• [Work to be completed] Please transcribe the data below exactly. Leave the pictures out.

• [Records to process]
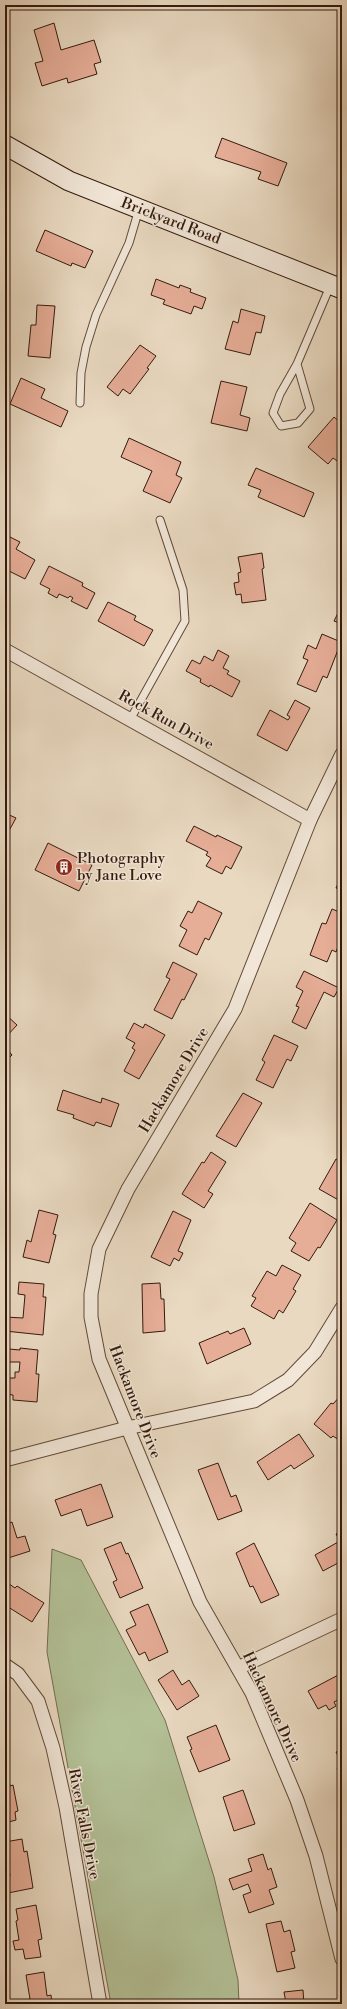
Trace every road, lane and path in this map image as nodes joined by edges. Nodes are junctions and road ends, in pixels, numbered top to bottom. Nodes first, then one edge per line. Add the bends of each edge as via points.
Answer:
1 (5, 145) edge
2 (139, 209) junction
3 (336, 286) edge
4 (297, 364) junction
5 (80, 403) dead end
6 (160, 520) dead end
7 (5, 650) edge
8 (131, 718) junction
9 (342, 754) edge
10 (310, 820) junction
11 (342, 1308) edge
12 (127, 1428) junction
13 (5, 1460) edge
14 (342, 1619) edge
15 (5, 1666) edge
16 (238, 1668) junction
17 (341, 1950) edge
18 (100, 2004) edge

1 - 2 street, Brickyard Road via 70,181
2 - 3 street, Brickyard Road
2 - 5 lane via 129,243 90,334 81,373
3 - 4 lane
4 - 4 lane via 280,394 274,413 281,426 298,423 310,409
6 - 8 lane via 183,590 185,621
7 - 8 street, Rock Run Drive
8 - 10 street, Rock Run Drive
9 - 10 street, Hackamore Drive
10 - 12 street, Hackamore Drive via 235,1009 128,1189 99,1249 91,1294 91,1317 99,1358
11 - 12 street via 315,1352 299,1369 288,1380 254,1401
12 - 13 street
12 - 16 street, Hackamore Drive via 200,1602
14 - 16 street
15 - 18 street, River Falls Drive via 18,1674 38,1701 53,1748 66,1807
16 - 17 street, Hackamore Drive via 252,1693 297,1800 316,1856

• [Written response]
Trace every road, lane and path in this map image as nodes joined by edges. Nodes are junctions and road ends, in pixels, numbered top to bottom. Nodes first, then one edge per line. Add the bends of each edge as via points.
Answer:
1 (5, 145) edge
2 (139, 209) junction
3 (336, 286) edge
4 (297, 364) junction
5 (80, 403) dead end
6 (160, 520) dead end
7 (5, 650) edge
8 (131, 718) junction
9 (342, 754) edge
10 (310, 820) junction
11 (342, 1308) edge
12 (127, 1428) junction
13 (5, 1460) edge
14 (342, 1619) edge
15 (5, 1666) edge
16 (238, 1668) junction
17 (341, 1950) edge
18 (100, 2004) edge

1 - 2 street, Brickyard Road via 70,181
2 - 3 street, Brickyard Road
2 - 5 lane via 129,243 90,334 81,373
3 - 4 lane
4 - 4 lane via 280,394 274,413 281,426 298,423 310,409
6 - 8 lane via 183,590 185,621
7 - 8 street, Rock Run Drive
8 - 10 street, Rock Run Drive
9 - 10 street, Hackamore Drive
10 - 12 street, Hackamore Drive via 235,1009 128,1189 99,1249 91,1294 91,1317 99,1358
11 - 12 street via 315,1352 299,1369 288,1380 254,1401
12 - 13 street
12 - 16 street, Hackamore Drive via 200,1602
14 - 16 street
15 - 18 street, River Falls Drive via 18,1674 38,1701 53,1748 66,1807
16 - 17 street, Hackamore Drive via 252,1693 297,1800 316,1856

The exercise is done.